## Work task
If a line in the entries includes "Quick", show that line.

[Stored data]
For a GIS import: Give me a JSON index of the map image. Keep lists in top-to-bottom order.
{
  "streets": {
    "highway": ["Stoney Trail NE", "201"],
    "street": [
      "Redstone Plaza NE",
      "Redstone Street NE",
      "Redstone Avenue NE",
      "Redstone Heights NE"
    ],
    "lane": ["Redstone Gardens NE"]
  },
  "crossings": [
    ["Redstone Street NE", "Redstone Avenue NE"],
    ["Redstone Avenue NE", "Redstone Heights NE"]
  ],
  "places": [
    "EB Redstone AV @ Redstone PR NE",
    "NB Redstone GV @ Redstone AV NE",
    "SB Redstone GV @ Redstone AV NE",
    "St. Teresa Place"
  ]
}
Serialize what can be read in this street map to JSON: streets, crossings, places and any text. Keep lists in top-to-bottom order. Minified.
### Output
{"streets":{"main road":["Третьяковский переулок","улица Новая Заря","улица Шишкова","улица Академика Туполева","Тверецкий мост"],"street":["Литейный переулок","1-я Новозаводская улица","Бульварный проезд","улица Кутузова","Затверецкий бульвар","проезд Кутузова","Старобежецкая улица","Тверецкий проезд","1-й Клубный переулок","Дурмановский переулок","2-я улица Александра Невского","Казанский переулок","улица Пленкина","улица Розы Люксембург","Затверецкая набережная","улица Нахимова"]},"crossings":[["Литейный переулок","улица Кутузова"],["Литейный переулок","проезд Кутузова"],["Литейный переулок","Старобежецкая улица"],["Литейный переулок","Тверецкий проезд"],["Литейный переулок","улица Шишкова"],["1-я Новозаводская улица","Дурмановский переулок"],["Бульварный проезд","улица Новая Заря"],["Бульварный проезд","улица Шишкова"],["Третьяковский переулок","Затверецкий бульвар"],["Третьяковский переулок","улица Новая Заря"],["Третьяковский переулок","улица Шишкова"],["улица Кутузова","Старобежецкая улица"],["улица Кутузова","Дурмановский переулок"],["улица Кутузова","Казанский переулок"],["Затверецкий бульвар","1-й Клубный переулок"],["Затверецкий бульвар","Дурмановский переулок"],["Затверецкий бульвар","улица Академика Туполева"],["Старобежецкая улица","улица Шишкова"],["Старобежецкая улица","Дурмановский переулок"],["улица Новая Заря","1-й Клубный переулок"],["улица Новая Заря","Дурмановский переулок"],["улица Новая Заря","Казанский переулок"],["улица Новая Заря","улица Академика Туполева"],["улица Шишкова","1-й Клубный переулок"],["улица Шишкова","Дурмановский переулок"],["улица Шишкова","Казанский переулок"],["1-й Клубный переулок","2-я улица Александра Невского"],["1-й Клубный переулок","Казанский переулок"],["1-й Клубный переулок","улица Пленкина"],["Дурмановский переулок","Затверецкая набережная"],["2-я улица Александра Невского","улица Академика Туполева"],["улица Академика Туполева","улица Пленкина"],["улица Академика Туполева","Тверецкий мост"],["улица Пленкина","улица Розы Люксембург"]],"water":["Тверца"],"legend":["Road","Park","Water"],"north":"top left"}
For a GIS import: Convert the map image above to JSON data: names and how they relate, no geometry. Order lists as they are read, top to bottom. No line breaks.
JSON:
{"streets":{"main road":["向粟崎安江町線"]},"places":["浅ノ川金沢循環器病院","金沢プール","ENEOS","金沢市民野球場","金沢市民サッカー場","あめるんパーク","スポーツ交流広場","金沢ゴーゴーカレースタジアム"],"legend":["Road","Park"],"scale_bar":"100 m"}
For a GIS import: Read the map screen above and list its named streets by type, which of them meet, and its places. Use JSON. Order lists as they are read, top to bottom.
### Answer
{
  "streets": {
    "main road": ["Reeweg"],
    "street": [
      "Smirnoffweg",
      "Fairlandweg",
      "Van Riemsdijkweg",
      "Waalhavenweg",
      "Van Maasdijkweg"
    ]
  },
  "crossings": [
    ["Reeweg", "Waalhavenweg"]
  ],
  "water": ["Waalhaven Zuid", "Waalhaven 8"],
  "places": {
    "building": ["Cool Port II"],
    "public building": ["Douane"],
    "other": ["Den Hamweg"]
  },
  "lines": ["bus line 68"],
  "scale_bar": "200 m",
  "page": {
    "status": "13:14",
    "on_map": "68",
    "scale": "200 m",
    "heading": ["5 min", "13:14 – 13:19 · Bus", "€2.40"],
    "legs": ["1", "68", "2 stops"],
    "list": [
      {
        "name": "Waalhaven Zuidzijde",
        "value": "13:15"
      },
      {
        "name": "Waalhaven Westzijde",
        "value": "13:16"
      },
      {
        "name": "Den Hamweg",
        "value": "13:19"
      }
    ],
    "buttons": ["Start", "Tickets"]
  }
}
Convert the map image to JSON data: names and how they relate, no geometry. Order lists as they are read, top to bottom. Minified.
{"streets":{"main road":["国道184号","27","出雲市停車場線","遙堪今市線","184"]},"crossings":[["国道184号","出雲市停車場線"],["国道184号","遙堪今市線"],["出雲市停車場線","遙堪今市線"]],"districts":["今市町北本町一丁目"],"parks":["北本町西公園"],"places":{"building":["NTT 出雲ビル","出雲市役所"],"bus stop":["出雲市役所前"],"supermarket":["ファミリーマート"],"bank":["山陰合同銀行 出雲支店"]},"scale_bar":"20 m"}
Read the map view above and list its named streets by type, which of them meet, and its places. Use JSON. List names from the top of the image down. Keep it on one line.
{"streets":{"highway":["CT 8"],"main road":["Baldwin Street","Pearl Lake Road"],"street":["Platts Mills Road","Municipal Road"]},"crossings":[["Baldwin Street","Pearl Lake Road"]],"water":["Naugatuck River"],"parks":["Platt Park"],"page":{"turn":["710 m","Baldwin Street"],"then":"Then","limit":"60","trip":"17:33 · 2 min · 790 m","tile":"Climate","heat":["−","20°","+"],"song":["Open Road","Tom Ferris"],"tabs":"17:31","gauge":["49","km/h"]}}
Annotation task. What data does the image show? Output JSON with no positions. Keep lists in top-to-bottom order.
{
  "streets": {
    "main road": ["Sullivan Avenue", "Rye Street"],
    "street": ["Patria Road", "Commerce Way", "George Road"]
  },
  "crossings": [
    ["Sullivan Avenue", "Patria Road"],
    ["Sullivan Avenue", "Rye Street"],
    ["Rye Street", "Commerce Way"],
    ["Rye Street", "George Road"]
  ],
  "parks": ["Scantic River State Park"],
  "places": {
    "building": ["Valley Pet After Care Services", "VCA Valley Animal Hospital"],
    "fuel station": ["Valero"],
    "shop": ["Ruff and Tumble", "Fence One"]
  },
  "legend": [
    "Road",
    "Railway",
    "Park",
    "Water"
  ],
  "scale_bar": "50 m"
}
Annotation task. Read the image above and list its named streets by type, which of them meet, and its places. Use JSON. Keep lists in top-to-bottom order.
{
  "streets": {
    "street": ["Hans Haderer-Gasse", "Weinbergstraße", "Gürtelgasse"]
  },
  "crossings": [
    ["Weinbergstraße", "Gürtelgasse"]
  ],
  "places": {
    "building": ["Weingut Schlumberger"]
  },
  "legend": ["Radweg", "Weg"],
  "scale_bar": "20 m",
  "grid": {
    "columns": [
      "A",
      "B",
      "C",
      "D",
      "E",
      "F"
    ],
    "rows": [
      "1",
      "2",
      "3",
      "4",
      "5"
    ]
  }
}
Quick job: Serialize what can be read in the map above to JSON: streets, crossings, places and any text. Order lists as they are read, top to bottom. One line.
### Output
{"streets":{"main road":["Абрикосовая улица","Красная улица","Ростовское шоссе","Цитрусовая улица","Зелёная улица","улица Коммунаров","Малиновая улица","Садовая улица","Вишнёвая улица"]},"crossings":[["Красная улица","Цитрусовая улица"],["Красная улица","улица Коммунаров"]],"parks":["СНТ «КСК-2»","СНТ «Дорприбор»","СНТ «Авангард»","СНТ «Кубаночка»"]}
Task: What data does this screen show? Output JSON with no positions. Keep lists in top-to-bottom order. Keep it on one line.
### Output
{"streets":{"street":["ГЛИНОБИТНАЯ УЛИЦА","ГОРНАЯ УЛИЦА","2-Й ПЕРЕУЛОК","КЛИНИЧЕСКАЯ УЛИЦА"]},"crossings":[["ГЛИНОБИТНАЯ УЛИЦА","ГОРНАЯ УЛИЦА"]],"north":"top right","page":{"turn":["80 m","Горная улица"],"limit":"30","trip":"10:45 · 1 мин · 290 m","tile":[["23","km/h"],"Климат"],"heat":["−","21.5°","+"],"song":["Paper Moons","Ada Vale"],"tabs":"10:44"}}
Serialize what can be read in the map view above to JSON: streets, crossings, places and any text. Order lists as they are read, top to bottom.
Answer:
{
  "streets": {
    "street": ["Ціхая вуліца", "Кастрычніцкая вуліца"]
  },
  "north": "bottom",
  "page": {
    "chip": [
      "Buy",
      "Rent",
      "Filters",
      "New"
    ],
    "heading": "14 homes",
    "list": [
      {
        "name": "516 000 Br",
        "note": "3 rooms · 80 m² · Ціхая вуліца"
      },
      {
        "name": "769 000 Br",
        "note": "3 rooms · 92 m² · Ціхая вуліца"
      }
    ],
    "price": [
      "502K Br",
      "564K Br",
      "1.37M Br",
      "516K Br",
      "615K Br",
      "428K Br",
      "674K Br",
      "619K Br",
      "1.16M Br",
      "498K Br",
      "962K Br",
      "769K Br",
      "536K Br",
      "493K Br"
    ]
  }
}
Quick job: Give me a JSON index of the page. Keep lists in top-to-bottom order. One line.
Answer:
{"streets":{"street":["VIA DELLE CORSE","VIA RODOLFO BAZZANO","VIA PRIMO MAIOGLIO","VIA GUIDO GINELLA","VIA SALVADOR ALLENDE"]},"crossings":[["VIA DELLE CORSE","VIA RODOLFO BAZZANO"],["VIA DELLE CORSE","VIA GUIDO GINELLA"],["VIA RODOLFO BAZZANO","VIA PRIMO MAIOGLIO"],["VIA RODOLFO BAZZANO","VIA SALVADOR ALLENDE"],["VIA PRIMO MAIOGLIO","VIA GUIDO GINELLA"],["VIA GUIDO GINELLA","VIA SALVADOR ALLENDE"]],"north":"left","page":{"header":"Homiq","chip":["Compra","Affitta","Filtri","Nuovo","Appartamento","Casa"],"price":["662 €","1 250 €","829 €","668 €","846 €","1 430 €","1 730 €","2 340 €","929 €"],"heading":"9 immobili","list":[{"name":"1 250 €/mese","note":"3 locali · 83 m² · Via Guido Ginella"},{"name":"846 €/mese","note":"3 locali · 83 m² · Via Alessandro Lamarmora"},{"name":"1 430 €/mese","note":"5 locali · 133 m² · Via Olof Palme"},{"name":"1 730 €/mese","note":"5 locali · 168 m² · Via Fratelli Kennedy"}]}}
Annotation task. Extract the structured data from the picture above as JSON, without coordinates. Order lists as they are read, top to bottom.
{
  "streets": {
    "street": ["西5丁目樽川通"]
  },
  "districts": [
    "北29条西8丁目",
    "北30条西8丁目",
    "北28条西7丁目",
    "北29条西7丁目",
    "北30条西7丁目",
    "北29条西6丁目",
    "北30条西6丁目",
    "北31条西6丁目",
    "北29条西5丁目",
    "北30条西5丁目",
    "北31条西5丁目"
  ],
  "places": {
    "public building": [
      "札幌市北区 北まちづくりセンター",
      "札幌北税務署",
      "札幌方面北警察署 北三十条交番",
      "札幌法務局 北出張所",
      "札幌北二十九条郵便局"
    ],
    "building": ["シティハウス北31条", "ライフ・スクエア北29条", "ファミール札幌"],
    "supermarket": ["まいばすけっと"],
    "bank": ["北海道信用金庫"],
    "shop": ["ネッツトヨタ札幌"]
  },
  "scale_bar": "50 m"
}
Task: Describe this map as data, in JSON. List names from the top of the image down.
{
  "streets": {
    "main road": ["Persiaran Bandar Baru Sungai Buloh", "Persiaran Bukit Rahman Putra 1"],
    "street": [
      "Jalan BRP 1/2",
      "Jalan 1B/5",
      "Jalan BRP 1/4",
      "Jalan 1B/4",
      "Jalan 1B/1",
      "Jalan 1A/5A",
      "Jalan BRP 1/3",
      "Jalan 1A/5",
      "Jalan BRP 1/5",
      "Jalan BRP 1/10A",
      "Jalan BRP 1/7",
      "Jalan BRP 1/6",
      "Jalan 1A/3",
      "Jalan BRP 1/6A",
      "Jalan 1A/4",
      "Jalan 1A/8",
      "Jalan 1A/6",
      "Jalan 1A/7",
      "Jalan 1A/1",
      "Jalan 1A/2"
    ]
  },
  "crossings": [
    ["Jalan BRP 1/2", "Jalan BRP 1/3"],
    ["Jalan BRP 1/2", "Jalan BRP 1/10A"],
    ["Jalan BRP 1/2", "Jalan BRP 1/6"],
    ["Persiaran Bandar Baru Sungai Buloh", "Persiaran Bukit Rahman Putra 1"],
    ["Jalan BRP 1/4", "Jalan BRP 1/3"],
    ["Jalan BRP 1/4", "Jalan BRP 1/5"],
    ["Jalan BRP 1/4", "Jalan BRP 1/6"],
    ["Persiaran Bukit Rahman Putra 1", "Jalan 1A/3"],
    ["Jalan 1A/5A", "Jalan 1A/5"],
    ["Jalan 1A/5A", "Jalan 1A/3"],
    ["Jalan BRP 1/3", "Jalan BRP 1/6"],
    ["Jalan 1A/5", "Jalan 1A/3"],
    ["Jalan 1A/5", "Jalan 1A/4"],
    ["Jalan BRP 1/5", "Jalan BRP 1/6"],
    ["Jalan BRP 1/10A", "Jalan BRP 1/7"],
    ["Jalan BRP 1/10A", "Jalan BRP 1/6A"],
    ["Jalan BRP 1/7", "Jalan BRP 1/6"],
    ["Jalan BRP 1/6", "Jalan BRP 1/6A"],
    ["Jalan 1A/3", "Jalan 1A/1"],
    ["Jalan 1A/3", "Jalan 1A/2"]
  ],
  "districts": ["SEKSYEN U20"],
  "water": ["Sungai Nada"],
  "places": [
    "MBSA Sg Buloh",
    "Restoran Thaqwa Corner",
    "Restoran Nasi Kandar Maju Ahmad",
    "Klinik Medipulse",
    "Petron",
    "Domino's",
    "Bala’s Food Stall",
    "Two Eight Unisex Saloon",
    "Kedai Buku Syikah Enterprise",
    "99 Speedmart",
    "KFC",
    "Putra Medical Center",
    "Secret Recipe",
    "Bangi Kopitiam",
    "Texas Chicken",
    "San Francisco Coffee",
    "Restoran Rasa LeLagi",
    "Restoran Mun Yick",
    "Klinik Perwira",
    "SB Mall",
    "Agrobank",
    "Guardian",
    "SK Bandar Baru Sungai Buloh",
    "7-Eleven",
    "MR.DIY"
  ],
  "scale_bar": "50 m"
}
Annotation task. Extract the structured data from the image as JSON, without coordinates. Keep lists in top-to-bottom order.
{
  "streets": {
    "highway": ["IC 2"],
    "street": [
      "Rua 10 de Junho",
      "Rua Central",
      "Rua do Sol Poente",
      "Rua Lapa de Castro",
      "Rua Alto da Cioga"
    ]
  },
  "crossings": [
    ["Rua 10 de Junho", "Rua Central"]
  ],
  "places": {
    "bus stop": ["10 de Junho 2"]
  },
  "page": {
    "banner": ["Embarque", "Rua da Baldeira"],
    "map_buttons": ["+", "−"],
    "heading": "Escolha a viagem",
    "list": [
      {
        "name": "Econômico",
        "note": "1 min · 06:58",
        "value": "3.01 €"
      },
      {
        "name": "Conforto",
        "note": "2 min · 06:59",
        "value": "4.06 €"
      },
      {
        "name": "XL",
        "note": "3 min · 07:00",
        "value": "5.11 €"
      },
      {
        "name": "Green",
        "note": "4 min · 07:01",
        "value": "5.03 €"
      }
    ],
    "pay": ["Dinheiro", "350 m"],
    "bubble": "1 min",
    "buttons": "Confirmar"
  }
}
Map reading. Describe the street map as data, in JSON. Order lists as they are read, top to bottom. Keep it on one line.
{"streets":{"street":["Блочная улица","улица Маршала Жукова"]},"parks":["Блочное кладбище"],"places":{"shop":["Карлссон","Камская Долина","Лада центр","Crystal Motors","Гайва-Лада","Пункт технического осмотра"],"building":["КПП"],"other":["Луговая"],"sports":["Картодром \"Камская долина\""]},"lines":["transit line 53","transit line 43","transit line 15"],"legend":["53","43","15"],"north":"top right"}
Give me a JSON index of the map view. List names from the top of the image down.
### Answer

## Output of the exercise
Quick job: Serialize what can be read in the map above to JSON: streets, crossings, places and any text. Order lists as they are read, top to bottom. One line.
Quick job: Give me a JSON index of the page. Keep lists in top-to-bottom order. One line.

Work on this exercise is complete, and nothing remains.